Look through the material below and count the lines with the string "wherever". Report only the count.

== GIVEN INFORMATION ==
----------

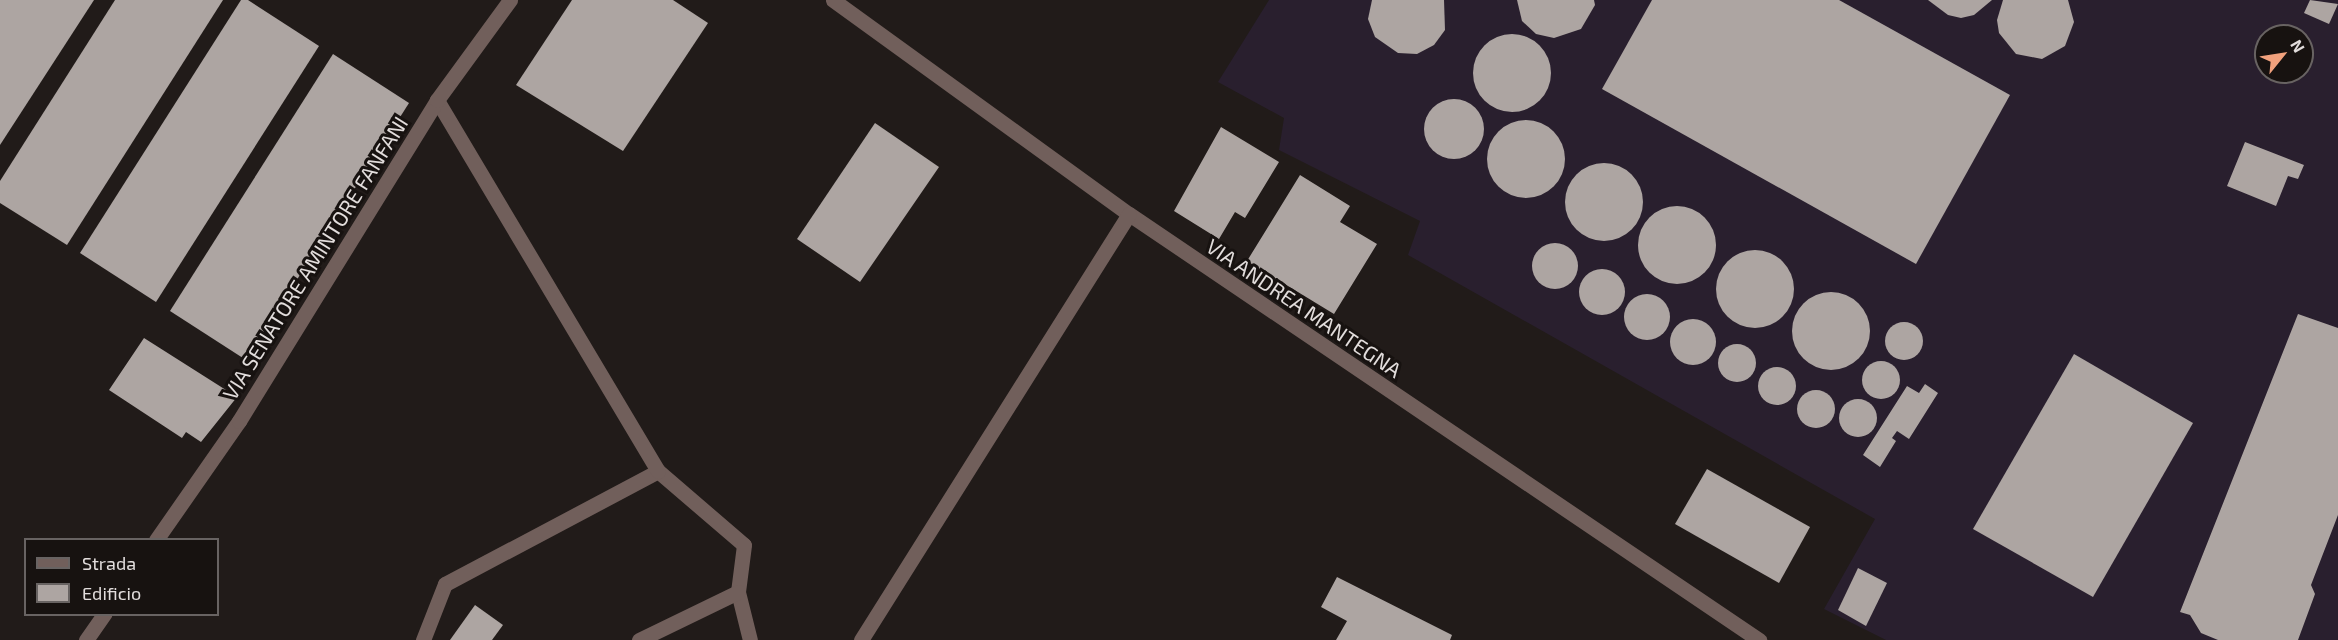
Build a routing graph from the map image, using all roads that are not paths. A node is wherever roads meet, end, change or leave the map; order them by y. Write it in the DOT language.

----------

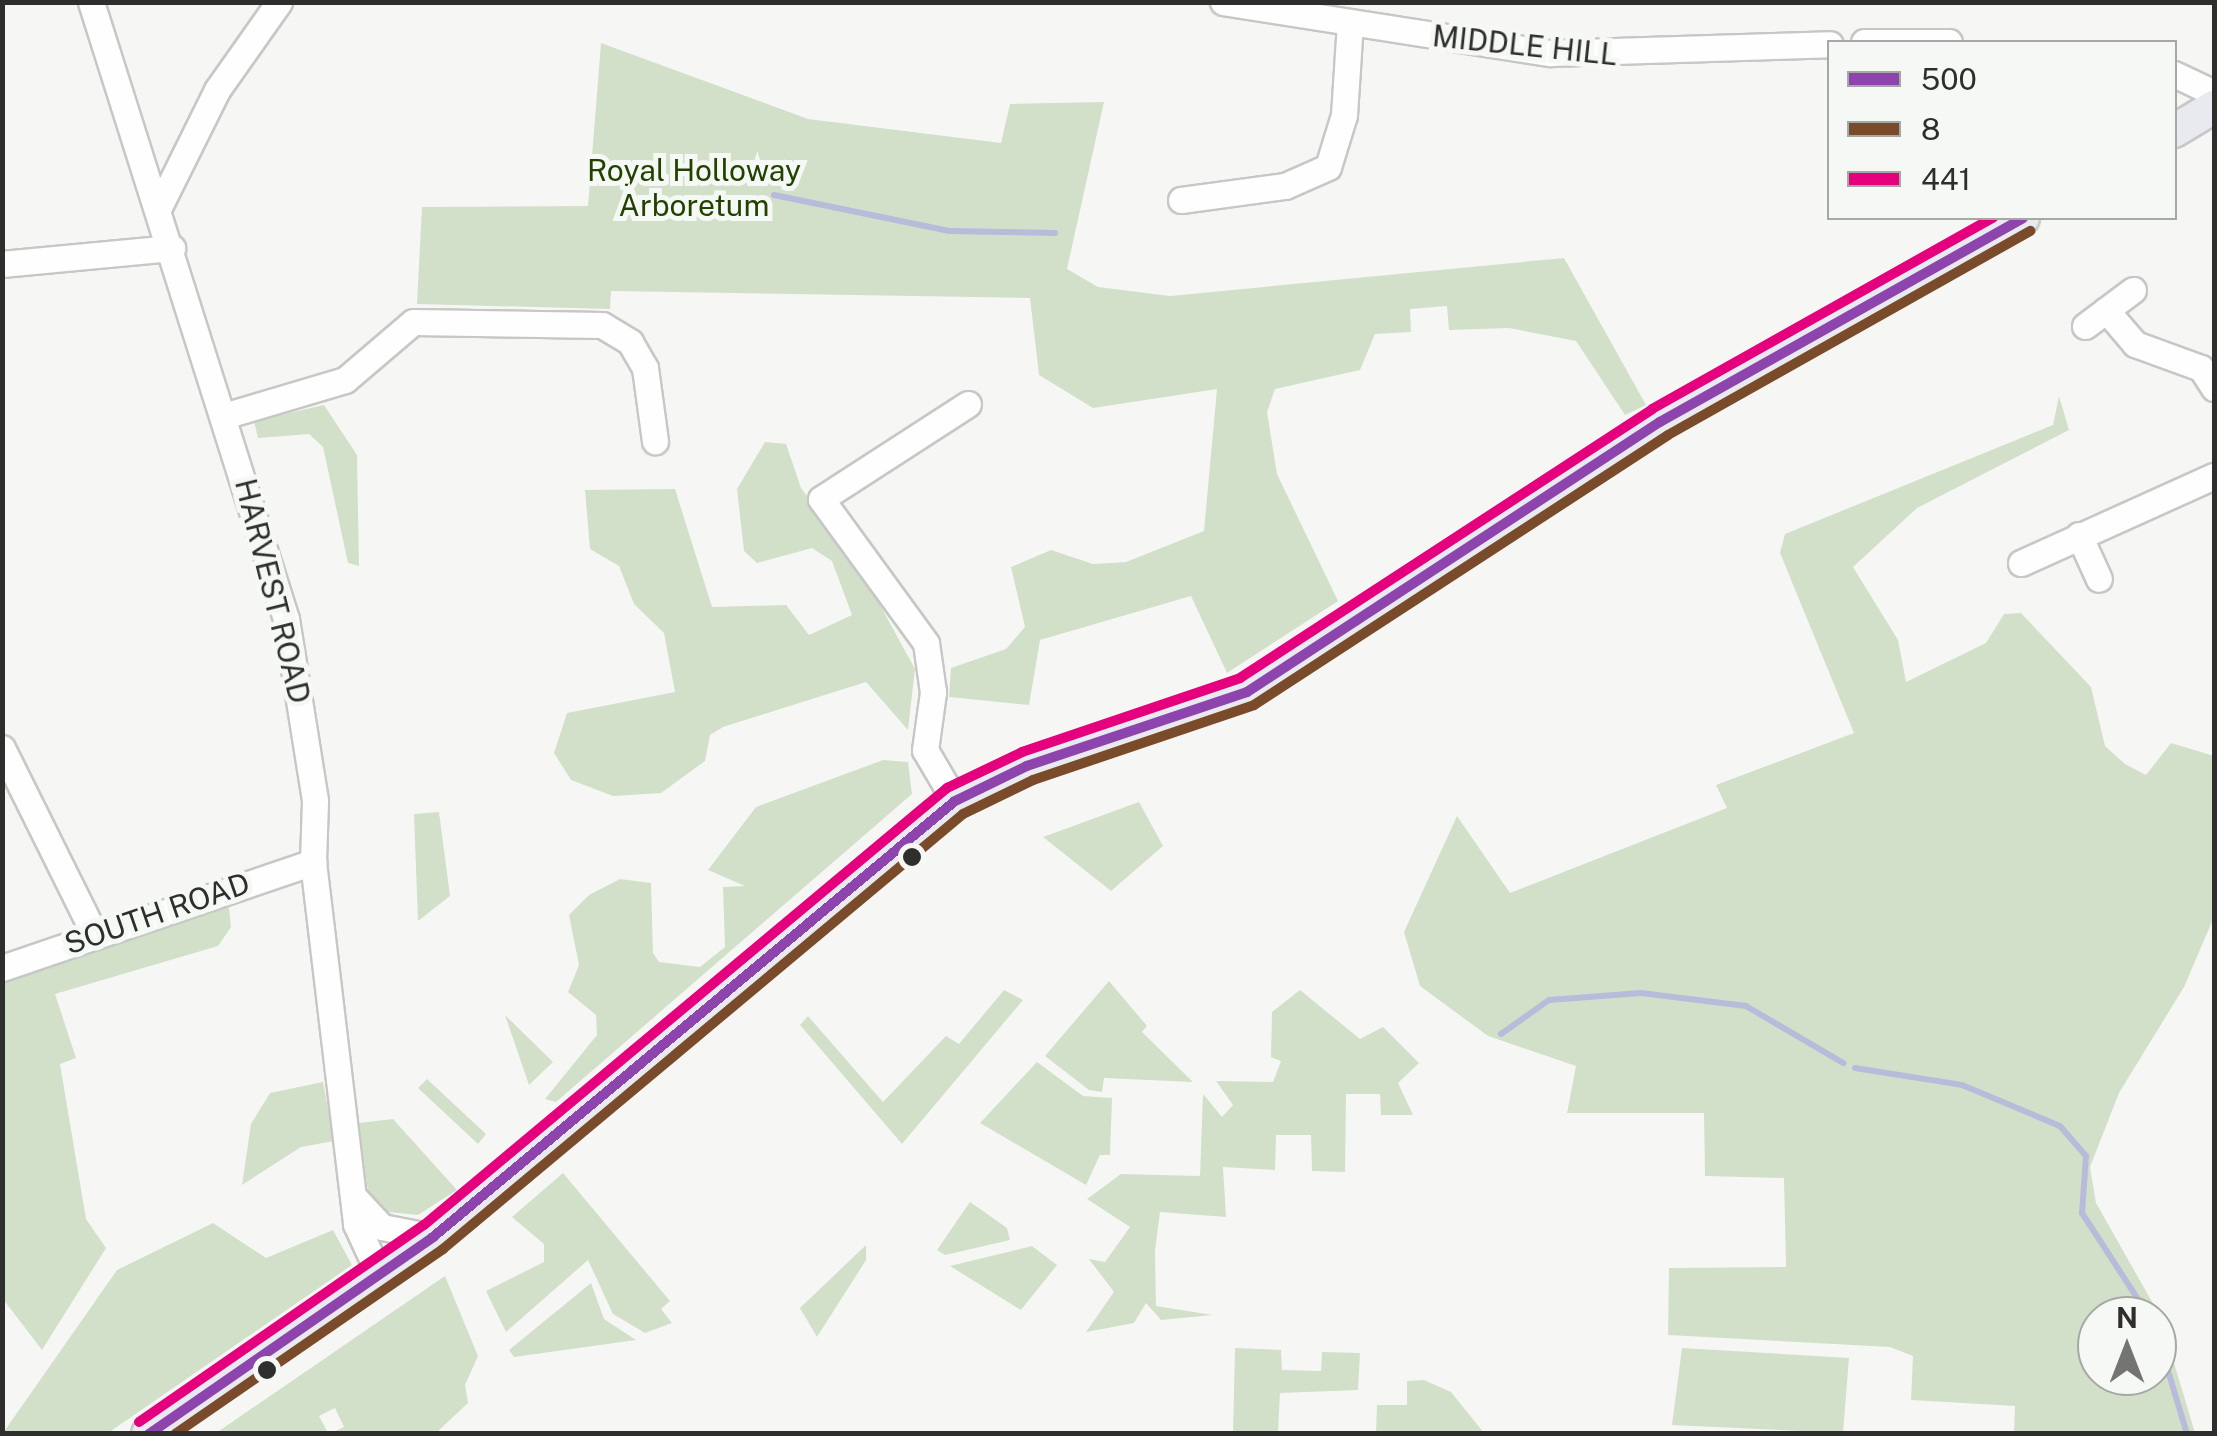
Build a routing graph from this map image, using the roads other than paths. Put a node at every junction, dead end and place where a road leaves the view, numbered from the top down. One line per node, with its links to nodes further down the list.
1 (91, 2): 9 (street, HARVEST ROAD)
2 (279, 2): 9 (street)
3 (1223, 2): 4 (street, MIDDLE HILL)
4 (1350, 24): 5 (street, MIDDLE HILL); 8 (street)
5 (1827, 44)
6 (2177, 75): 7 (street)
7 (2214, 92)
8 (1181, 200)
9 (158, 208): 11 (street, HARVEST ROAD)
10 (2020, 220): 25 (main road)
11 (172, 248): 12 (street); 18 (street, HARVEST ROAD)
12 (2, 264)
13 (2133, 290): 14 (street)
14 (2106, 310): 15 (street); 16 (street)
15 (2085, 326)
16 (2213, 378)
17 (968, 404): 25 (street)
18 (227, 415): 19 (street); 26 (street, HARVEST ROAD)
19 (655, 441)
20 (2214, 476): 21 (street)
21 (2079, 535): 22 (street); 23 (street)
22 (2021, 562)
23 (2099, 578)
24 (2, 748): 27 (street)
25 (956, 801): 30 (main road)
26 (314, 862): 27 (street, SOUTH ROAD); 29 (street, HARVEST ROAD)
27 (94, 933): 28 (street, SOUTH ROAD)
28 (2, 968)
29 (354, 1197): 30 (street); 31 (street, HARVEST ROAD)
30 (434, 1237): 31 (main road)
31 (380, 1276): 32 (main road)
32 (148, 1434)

----------

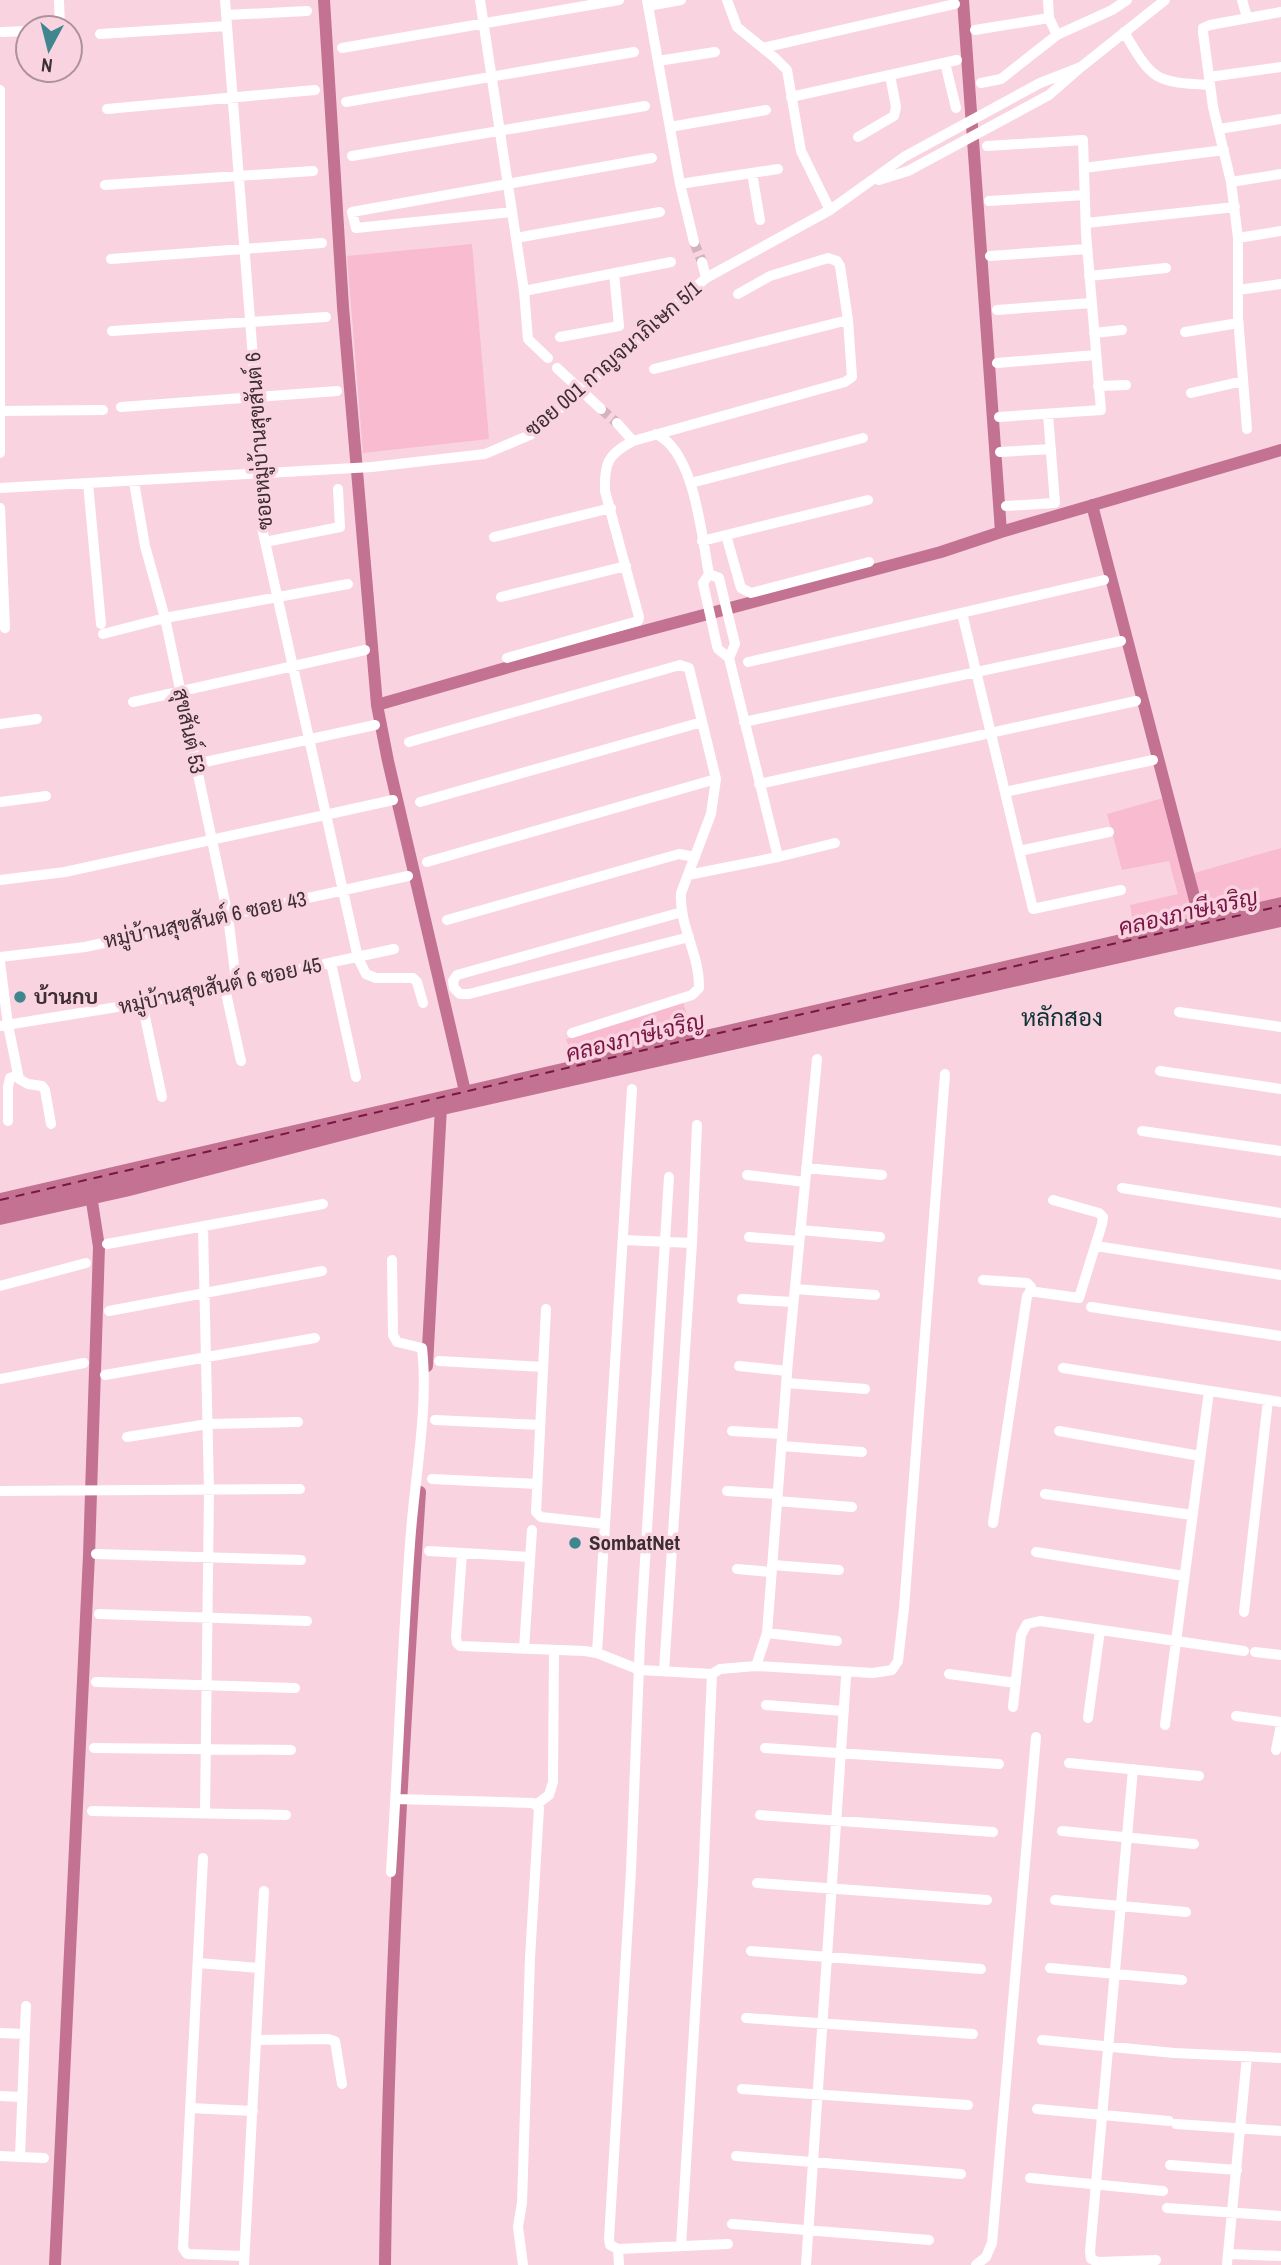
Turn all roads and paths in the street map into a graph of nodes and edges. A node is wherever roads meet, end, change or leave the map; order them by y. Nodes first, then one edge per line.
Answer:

----------

== SOLUTION TO THIS TASK ==
2